→ **EXERCISE INSTRUCTIONS**
Extract from the listing each line in which the word "مهدیون" appears.

SOURCE INFORMATION below:

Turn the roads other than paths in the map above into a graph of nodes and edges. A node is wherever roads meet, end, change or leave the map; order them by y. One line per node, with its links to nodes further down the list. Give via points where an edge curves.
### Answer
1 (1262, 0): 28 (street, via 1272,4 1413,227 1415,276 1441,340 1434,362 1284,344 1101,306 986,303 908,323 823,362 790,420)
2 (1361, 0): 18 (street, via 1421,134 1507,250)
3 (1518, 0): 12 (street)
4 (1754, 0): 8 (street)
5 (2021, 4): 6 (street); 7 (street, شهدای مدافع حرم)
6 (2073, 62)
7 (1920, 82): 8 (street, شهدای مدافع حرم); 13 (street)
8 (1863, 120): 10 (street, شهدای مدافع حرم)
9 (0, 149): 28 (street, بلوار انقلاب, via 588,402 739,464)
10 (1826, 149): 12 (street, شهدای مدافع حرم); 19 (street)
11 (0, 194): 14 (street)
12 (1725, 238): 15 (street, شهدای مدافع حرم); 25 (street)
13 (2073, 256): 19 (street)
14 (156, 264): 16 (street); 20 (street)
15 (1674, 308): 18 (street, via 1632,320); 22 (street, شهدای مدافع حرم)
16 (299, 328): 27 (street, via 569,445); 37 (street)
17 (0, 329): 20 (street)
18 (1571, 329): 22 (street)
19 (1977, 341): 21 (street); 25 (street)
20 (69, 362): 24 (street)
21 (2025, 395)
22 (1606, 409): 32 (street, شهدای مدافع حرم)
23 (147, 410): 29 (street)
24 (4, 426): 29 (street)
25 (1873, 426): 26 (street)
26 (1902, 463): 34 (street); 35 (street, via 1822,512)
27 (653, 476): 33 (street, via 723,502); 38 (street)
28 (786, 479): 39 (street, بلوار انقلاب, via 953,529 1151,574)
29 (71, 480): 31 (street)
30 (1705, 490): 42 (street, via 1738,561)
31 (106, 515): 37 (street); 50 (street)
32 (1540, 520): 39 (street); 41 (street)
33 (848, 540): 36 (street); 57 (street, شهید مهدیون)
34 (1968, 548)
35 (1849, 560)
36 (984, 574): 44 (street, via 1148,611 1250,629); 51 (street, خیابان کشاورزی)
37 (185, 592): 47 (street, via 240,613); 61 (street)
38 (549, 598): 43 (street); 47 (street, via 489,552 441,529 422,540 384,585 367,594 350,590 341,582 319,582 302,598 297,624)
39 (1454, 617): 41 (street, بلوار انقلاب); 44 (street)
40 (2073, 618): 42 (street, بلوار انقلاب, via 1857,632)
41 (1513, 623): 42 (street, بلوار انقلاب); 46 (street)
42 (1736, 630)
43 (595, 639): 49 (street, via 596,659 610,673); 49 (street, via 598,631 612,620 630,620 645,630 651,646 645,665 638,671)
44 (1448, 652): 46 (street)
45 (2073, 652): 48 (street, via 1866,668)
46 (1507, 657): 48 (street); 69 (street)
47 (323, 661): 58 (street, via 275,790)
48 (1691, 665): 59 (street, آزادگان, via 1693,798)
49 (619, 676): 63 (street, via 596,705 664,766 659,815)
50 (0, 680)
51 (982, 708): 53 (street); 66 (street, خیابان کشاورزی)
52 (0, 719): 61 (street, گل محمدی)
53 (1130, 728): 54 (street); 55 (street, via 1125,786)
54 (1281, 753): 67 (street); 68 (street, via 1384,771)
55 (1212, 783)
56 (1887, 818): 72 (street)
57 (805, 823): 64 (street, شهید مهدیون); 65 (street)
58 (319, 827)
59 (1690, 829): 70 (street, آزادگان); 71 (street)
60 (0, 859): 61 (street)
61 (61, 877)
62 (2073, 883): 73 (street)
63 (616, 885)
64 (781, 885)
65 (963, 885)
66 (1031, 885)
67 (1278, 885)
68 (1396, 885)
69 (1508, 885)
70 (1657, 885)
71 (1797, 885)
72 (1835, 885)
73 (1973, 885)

End of SOURCE INFORMATION.

→ **TASK RESPONSE**
33 (848, 540): 36 (street); 57 (street, شهید مهدیون)
57 (805, 823): 64 (street, شهید مهدیون); 65 (street)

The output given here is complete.